Construction type and insulation level
The LiDAR sensor sees the surface of a wall, not what is inside it. It cannot distinguish a solid brick wall from a cavity wall with insulation. That information must come from the user — from visual inspection, building records, or professional knowledge.
Airtightness evidence
The scan does not measure how airtight the room is. Ventilation heat loss depends on factors like draughty windows, unsealed floors, open flues and background vents. Heatworx asks you to record this evidence through survey selections, which then feed into the ventilation heat loss estimate.
Heating schedule and setback
How the heating system is used — when it runs, what temperature it targets, how long the building is unheated overnight — affects the reheat allowance in the calculation. This is a user input, not something captured by a room scan.
External conditions
The design outside temperature comes from the property's location, using data from 28 UK weather zones with a GPS-derived altitude correction. This is looked up automatically based on the survey location, but it is not measured by the room scan itself.

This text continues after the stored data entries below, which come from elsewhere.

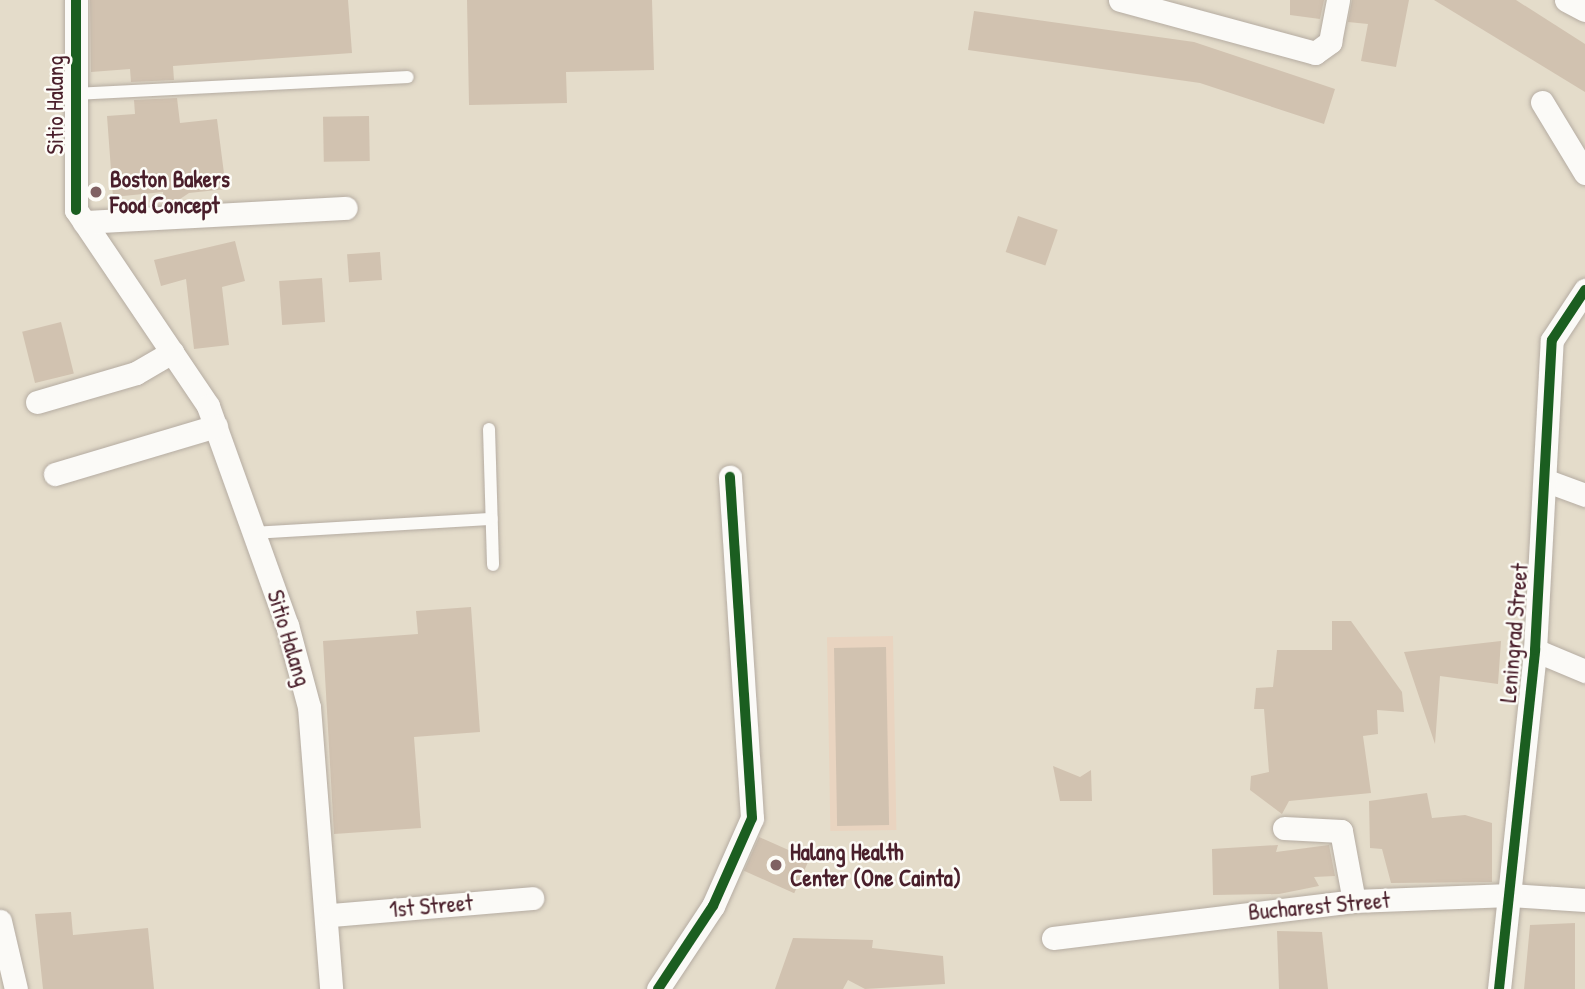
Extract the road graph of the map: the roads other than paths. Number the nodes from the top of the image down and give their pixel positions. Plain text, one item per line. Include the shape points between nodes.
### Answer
1 (76, 0) edge
2 (1120, 0) edge
3 (1338, 0) edge
4 (1566, 0) edge
5 (1204, 9) edge
6 (1585, 10) edge
7 (408, 77) dead end
8 (75, 94) junction
9 (1542, 102) dead end
10 (1585, 173) edge
11 (346, 208) dead end
12 (84, 222) junction
13 (1585, 290) edge
14 (172, 352) junction
15 (37, 402) dead end
16 (216, 426) junction
17 (489, 429) dead end
18 (55, 474) dead end
19 (730, 477) dead end
20 (1547, 481) junction
21 (1585, 495) edge
22 (492, 519) junction
23 (254, 533) junction
24 (494, 565) dead end
25 (1535, 650) junction
26 (1585, 671) edge
27 (1284, 828) dead end
28 (1510, 895) junction
29 (532, 898) dead end
30 (1585, 900) edge
31 (1354, 901) junction
32 (331, 915) junction
33 (0, 920) edge
34 (1053, 937) dead end
35 (16, 989) edge
36 (331, 989) edge
37 (658, 989) edge
38 (1499, 989) edge

1 - 8 street, Sitio Halang
2 - 5 street
3 - 5 street via 1323,51
4 - 6 street
7 - 8 lane
8 - 12 street, Sitio Halang via 76,210
9 - 10 street
11 - 12 street
12 - 14 street, Sitio Halang
13 - 20 street, Leningrad Street via 1552,340
14 - 15 street via 136,373
14 - 16 street, Sitio Halang
16 - 18 street
16 - 23 street, Sitio Halang
17 - 22 lane
19 - 37 street via 752,818 713,906
20 - 21 street
20 - 25 street, Leningrad Street
22 - 23 lane
22 - 24 lane
23 - 32 street, Sitio Halang via 309,707
25 - 26 street
25 - 28 street, Leningrad Street
27 - 31 street via 1341,831
28 - 30 street, Bucharest Street
28 - 31 street, Bucharest Street
28 - 38 street, Leningrad Street
29 - 32 street, 1st Street
31 - 34 street, Bucharest Street
32 - 36 street, Sitio Halang
33 - 35 street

How this appears in Heatworx
In Heatworx, the room model is the foundation of the entire survey. Each room you scan or draw becomes a structured set of surfaces, each with its own area, construction type, U-value and boundary condition.
The app presents this as an editable room view where you can see every surface, its assumed construction, and its contribution to the room's heat loss. You can drill into any surface to change its type, override its U-value, or adjust its dimensions.
All data is stored locally on your device using an offline-first architecture. You do not need an internet connection to capture rooms, edit assumptions, or run calculations. The survey syncs when connectivity is available, but the core workflow works entirely offline.
This approach — measured geometry combined with transparent, editable assumptions — is aligned with recognised UK domestic heating design guidance. The room model is not a black box. It is a structured starting point that you can inspect, question and refine.
Frequently asked questions
Does Heatworx use LiDAR / room scanning?
Yes. On supported devices, Heatworx uses Apple's RoomPlan framework to capture room geometry using the built-in LiDAR sensor. The scan identifies walls, floor area and ceiling height, and detects major openings like windows and doors. You can also capture rooms manually if your device does not have LiDAR or if you prefer to enter dimensions by hand.
Can I manually enter room dimensions?
Yes. Heatworx includes a manual room capture mode where you draw the room shape and enter wall lengths, room height, and opening positions by hand. This is useful for devices without LiDAR, for rooms that are difficult to scan, or when working from floor plans.
How does Heatworx handle shared walls between rooms?
When two rooms in the same survey share a wall, Heatworx is designed to identify the adjacency and treat that wall as an internal partition. The temperature difference across an internal wall between two heated rooms is usually small or zero, so the fabric heat loss through that surface is reduced accordingly. If one room is unheated — such as a garage or utility room — the temperature difference is larger and the heat loss through the shared wall increases.
What can I edit after scanning a room?
Almost everything. After scanning or manually capturing a room, you can edit wall lengths, room height, surface areas, window and door dimensions, construction types, U-values, room type, internal design temperature, and ventilation inputs. The scan provides the starting geometry; you control the assumptions that drive the heat loss calculation.
Related guides
Technical note
Room geometry capture uses Apple's RoomPlan framework on supported devices for LiDAR-based scanning, or manual dimension entry on any device. Construction assumptions and U-value lookups are informed by recognised UK domestic heating design guidance including CIBSE tabulated values. All scanned and inferred values are presented as editable inputs.